● Dataset extract:
*** Block opens ***
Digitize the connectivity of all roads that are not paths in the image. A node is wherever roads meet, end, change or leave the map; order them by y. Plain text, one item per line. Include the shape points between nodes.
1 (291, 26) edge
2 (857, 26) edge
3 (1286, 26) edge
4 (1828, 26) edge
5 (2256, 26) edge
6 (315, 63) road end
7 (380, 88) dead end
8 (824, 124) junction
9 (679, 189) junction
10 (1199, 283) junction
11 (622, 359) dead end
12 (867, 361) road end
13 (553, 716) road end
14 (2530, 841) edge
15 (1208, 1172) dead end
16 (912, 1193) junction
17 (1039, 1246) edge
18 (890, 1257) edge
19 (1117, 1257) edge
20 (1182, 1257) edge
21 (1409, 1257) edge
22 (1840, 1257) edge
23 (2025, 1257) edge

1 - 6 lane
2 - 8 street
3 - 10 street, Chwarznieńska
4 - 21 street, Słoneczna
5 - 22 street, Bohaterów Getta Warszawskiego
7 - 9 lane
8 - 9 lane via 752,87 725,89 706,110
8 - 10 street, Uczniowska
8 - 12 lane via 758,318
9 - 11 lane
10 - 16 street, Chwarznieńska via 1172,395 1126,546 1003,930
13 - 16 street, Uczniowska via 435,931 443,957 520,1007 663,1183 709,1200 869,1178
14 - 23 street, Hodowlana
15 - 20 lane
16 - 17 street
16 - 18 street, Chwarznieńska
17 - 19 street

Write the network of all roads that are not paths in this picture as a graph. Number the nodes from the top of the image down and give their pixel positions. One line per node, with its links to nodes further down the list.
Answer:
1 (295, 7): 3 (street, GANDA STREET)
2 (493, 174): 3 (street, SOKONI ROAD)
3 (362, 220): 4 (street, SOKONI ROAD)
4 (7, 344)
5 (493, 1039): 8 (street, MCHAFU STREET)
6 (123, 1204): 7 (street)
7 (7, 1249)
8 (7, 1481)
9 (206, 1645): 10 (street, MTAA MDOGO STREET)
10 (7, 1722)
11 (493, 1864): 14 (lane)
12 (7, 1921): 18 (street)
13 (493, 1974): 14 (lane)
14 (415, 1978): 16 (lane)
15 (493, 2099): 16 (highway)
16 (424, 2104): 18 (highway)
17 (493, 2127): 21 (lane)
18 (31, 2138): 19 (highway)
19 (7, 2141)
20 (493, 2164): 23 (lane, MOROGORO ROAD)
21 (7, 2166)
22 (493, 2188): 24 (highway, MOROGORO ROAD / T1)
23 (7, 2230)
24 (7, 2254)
*** Block closes ***
● Exercise details: Please give back all of the data exactly as it appears.

● Solution:
Digitize the connectivity of all roads that are not paths in the image. A node is wherever roads meet, end, change or leave the map; order them by y. Plain text, one item per line. Include the shape points between nodes.
1 (291, 26) edge
2 (857, 26) edge
3 (1286, 26) edge
4 (1828, 26) edge
5 (2256, 26) edge
6 (315, 63) road end
7 (380, 88) dead end
8 (824, 124) junction
9 (679, 189) junction
10 (1199, 283) junction
11 (622, 359) dead end
12 (867, 361) road end
13 (553, 716) road end
14 (2530, 841) edge
15 (1208, 1172) dead end
16 (912, 1193) junction
17 (1039, 1246) edge
18 (890, 1257) edge
19 (1117, 1257) edge
20 (1182, 1257) edge
21 (1409, 1257) edge
22 (1840, 1257) edge
23 (2025, 1257) edge

1 - 6 lane
2 - 8 street
3 - 10 street, Chwarznieńska
4 - 21 street, Słoneczna
5 - 22 street, Bohaterów Getta Warszawskiego
7 - 9 lane
8 - 9 lane via 752,87 725,89 706,110
8 - 10 street, Uczniowska
8 - 12 lane via 758,318
9 - 11 lane
10 - 16 street, Chwarznieńska via 1172,395 1126,546 1003,930
13 - 16 street, Uczniowska via 435,931 443,957 520,1007 663,1183 709,1200 869,1178
14 - 23 street, Hodowlana
15 - 20 lane
16 - 17 street
16 - 18 street, Chwarznieńska
17 - 19 street

Write the network of all roads that are not paths in this picture as a graph. Number the nodes from the top of the image down and give their pixel positions. One line per node, with its links to nodes further down the list.
Answer:
1 (295, 7): 3 (street, GANDA STREET)
2 (493, 174): 3 (street, SOKONI ROAD)
3 (362, 220): 4 (street, SOKONI ROAD)
4 (7, 344)
5 (493, 1039): 8 (street, MCHAFU STREET)
6 (123, 1204): 7 (street)
7 (7, 1249)
8 (7, 1481)
9 (206, 1645): 10 (street, MTAA MDOGO STREET)
10 (7, 1722)
11 (493, 1864): 14 (lane)
12 (7, 1921): 18 (street)
13 (493, 1974): 14 (lane)
14 (415, 1978): 16 (lane)
15 (493, 2099): 16 (highway)
16 (424, 2104): 18 (highway)
17 (493, 2127): 21 (lane)
18 (31, 2138): 19 (highway)
19 (7, 2141)
20 (493, 2164): 23 (lane, MOROGORO ROAD)
21 (7, 2166)
22 (493, 2188): 24 (highway, MOROGORO ROAD / T1)
23 (7, 2230)
24 (7, 2254)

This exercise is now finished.